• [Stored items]
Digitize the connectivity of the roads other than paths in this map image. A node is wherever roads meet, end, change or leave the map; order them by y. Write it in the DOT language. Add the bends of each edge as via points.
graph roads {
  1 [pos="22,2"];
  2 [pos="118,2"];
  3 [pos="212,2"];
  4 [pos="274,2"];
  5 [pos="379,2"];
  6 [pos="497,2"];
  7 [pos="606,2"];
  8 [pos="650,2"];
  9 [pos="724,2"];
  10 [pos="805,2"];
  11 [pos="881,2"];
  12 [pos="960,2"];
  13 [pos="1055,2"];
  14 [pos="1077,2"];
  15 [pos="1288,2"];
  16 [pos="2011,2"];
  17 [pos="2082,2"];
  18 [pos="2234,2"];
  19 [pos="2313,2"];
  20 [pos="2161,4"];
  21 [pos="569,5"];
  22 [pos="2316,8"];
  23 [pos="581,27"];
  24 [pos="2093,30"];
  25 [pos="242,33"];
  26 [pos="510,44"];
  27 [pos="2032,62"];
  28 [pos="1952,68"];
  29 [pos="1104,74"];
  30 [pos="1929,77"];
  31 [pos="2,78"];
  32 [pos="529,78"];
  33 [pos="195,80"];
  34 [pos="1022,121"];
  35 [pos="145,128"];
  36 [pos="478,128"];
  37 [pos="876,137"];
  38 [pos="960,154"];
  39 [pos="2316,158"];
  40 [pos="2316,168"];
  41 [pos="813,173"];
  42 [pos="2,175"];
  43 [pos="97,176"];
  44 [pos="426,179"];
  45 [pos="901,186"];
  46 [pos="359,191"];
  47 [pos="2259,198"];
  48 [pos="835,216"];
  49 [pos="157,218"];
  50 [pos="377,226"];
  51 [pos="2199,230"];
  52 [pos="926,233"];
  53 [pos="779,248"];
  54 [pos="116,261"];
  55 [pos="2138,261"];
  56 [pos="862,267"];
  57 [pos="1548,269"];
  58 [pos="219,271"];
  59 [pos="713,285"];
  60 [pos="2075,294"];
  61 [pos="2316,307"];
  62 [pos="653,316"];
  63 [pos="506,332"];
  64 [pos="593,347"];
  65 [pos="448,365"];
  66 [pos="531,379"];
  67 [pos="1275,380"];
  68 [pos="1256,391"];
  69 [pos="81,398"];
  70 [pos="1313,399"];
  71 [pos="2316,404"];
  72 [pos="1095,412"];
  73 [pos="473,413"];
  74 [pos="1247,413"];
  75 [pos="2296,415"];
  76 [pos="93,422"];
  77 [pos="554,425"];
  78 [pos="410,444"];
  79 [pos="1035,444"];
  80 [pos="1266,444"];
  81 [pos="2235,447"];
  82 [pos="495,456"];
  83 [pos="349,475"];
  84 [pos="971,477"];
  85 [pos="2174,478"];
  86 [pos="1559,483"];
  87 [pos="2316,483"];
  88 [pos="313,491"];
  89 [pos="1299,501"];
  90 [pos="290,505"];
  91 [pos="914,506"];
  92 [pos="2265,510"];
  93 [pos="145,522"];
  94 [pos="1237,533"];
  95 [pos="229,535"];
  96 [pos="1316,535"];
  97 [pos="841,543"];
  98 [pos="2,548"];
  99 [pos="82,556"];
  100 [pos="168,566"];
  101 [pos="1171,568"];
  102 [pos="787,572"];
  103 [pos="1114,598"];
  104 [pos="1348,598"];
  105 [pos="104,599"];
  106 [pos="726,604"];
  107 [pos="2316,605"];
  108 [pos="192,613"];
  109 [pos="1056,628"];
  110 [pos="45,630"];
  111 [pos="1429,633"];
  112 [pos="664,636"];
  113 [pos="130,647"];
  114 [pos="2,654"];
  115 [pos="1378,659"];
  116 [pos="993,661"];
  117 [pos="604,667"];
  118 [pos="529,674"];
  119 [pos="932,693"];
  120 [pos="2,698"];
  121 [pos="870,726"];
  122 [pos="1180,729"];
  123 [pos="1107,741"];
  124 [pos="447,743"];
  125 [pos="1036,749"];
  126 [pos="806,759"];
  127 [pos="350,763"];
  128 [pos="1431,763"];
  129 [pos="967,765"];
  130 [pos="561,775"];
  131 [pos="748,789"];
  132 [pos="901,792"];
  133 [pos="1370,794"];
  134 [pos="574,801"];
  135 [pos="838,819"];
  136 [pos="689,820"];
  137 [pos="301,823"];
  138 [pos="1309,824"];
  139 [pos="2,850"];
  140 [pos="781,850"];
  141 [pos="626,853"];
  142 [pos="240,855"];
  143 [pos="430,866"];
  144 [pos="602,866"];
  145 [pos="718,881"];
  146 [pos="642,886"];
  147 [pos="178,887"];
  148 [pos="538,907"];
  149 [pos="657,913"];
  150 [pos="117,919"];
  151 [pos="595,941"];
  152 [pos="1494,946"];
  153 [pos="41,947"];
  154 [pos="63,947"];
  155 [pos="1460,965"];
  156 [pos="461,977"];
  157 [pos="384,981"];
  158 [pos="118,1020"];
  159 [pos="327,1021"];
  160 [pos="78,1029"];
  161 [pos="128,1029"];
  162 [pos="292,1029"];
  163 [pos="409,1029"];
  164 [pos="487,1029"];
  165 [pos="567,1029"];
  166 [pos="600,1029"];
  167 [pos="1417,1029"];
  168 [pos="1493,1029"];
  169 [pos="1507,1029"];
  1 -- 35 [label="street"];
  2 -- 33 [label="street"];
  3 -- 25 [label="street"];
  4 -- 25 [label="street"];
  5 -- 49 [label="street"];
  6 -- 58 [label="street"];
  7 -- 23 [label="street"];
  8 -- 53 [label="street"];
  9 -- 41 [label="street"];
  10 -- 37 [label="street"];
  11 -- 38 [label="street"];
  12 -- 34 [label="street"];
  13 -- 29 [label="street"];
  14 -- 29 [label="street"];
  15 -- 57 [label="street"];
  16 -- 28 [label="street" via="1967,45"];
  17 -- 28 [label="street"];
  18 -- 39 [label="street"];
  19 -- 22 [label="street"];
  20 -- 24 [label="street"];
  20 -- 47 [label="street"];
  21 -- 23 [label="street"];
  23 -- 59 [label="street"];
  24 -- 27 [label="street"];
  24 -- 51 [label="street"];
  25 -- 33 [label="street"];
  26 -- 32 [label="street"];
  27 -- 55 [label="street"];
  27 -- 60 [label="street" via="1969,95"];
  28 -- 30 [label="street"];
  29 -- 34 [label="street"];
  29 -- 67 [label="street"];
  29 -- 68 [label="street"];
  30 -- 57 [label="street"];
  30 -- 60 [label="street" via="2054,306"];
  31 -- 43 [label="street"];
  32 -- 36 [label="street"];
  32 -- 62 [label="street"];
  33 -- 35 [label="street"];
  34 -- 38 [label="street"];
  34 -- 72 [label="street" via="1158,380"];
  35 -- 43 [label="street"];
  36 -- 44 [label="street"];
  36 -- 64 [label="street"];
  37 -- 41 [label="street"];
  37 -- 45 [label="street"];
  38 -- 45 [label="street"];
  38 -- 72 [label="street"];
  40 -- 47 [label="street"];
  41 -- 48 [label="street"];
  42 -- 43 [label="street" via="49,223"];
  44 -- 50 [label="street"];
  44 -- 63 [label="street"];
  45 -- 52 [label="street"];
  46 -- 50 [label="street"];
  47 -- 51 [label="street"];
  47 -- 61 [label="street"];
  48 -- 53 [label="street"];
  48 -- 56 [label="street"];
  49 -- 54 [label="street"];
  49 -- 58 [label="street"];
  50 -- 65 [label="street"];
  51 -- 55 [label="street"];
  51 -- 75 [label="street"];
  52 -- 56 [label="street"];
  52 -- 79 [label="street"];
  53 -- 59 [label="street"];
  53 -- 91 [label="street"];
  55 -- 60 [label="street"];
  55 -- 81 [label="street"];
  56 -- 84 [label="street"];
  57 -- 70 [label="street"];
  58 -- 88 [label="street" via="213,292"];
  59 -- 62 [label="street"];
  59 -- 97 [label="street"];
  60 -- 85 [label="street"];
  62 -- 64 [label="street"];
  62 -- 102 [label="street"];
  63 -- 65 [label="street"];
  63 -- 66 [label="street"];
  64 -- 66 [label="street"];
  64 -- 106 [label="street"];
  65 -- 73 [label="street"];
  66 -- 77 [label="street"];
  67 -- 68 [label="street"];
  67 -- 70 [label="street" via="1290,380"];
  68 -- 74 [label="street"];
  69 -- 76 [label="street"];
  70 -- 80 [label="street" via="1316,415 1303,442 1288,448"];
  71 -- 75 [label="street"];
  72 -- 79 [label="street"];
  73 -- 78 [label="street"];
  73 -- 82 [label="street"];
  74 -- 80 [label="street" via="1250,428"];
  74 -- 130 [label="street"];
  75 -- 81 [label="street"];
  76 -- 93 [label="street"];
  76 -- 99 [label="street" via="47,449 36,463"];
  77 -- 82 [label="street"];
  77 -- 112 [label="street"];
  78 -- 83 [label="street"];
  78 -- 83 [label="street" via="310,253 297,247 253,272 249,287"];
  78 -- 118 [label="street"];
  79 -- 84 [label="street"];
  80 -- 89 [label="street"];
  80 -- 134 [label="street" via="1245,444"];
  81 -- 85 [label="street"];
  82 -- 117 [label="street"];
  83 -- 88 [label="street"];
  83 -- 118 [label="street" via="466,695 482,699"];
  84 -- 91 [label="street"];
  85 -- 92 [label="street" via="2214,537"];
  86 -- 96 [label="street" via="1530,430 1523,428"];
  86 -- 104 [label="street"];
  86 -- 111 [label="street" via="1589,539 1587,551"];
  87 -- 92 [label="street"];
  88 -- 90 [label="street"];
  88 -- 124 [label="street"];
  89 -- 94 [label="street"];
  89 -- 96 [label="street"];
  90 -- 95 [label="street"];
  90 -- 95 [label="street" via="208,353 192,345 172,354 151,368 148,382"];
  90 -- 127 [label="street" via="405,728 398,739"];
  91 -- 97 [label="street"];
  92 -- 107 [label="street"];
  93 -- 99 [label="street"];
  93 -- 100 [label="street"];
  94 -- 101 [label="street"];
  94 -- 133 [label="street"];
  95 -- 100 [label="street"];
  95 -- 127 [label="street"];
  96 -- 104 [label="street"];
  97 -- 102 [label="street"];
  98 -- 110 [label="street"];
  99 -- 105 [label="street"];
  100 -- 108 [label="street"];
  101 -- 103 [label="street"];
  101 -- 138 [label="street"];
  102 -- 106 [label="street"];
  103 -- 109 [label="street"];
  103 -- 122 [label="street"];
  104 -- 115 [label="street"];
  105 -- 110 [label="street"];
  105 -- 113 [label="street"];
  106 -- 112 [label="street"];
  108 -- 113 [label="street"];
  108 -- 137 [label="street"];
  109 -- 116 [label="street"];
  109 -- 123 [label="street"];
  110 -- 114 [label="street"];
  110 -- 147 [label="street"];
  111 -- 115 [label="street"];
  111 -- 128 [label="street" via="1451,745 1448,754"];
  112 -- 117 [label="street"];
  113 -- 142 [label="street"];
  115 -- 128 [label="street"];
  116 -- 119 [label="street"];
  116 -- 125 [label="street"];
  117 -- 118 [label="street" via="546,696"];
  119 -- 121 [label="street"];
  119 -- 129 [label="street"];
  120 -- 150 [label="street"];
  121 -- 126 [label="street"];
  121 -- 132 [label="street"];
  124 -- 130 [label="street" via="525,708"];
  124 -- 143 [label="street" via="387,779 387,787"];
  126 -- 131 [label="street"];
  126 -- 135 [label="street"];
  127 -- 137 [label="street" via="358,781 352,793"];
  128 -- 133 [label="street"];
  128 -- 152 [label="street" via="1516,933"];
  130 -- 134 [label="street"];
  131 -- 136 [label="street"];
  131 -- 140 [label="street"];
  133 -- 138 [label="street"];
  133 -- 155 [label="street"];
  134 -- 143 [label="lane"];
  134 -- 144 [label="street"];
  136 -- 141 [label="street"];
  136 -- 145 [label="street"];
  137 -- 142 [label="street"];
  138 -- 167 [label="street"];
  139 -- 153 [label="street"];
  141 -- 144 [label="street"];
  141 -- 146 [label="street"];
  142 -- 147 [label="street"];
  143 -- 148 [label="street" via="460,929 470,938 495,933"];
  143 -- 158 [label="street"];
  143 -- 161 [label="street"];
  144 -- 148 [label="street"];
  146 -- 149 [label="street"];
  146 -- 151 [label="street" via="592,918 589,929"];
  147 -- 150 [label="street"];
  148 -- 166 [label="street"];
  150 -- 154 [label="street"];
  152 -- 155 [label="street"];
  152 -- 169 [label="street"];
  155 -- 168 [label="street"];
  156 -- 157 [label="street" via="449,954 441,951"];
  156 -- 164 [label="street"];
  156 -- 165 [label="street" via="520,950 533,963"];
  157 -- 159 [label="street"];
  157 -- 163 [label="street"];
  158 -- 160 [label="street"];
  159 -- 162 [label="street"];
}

• [EXERCISE REQUIREMENTS] When a line in the records above contains the word "roads", copy it.

• [TASK RESPONSE]
Digitize the connectivity of the roads other than paths in this map image. A node is wherever roads meet, end, change or leave the map; order them by y. Write it in the DOT language. Add the bends of each edge as via points.
graph roads {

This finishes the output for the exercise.